One potential loser with non-local franchising and IPTV is public access TV. The provision of these channels by cable companies is negotiated by local municipalities, and is one of the few points of leverage left for cities over their local media. Negotiating cable franchises on a state or national level threatens to lower the provision of public access to the lowest common denominator, potentially shafting cities that have grown vibrant public access stations.

Another snag is known as “network neutrality.” If a company like AT&T is providing both television and broadband access over the same network to subscriber homes, what’s to stop the company from filtering out video content available on the internet so that it doesn’t compete with its own IPTV offerings? At the moment, the answer is nothing, there is no law or regulation that prevents that from happening. Further, the heads of AT&T and Verizon have made it clear that they want to reserve that right.

Meanwhile, the big phone companies, including AT&T and Verizon, are gearing up to start charging large internet content providers for carrying their high-bandwidth multimedia content.

On Jan. 5 Verizon Communications Inc. Chief Executive Ivan Seidenberg told reporters that his company is in favor of charging companies that provide content like movies over broadband, saying, “We have to make sure they don’t sit on our network and chew up our capacity,”

According to an article in the Jan. 6 edition of the Wall Street Journal, the nation’s major broadband providers are in favor of a system whereby content providers would pay a fee in order to ensure their data receives priority treatment on broadband networks.

Providers of content and services, however, see it differently. Jeffrey Citron, chief executive of internet telephone service provider Vonage told the Journal, “They want to charge us for the bandwidth the customer has already paid for.” Any provider of Internet content also has to pay for its connection to the Internet, and providing services like video or high-fidelity audio already requires expensive high-speed connections.

In essence, what the telephone providers want is the ability to filter out, or slow down access to content they don’t own or directly profit from.

Such a pay-to-play scheme would be especially detrimental to non-corporate content. How many community radio stations or independent video producers could afford to pay additional fees to AT&T to guarantee their programs make it to internet users beyond the bandwidth fees they already pay to get their content on the internet in the first place?
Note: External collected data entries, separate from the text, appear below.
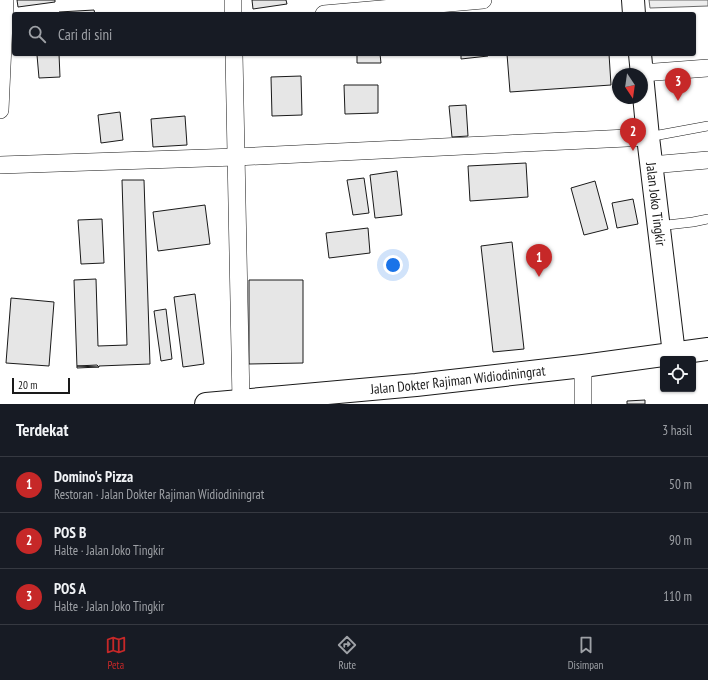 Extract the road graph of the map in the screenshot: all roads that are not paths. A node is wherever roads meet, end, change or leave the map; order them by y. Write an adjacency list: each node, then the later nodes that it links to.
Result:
1 (5, 0): 11 (street)
2 (233, 0): 5 (street)
3 (482, 0): 6 (street)
4 (633, 0): 7 (main road)
5 (234, 12)
6 (347, 12)
7 (634, 12)
8 (234, 56): 14 (street)
9 (641, 63): 10 (street); 13 (main road, Jalan Joko Tingkir)
10 (708, 68)
11 (0, 110)
12 (708, 126): 13 (lane)
13 (648, 137): 14 (street); 17 (main road, Jalan Joko Tingkir)
14 (236, 156): 16 (street); 24 (street)
15 (708, 160): 17 (street)
16 (0, 165)
17 (651, 165): 19 (main road, Jalan Joko Tingkir)
18 (708, 219): 19 (lane)
19 (658, 226): 21 (main road, Jalan Joko Tingkir)
20 (708, 349): 21 (main road, Jalan Dokter Rajiman Widiodiningrat)
21 (674, 354): 22 (main road, Jalan Dokter Rajiman Widiodiningrat)
22 (584, 366): 23 (main road, Jalan Dokter Rajiman Widiodiningrat); 26 (street)
23 (312, 399): 24 (main road, Jalan Dokter Rajiman Widiodiningrat)
24 (241, 401): 25 (main road, Jalan Dokter Rajiman Widiodiningrat)
25 (206, 404)
26 (584, 404)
The net effect of telecom companies being able to restrict or prioritize internet content would be the creation of a two-tiered internet with regard to the distribution and sharing of content. Only producers who can afford to pay additional fees imposed by the telephone companies would be able to see their content make it to internet-wired homes, regardless of the fees they already pay for internet service.

This issue of network neutrality will be the subject of much debate in Congress and the FCC in 2006. As part of the FCC’s approval of the AT&T and Verizon mergers last year, the commission imposed limp-wristed and temporary network neutrality conditions on both companies.

The telecomm companies and internet companies are all busy lobbying Congress on this and other issues right now as legislators are assembling what will become the Telecommunications Act of 2006. Here at mediageek I will continue to keep you informed about what’s going on, what it means, and what you can do about it.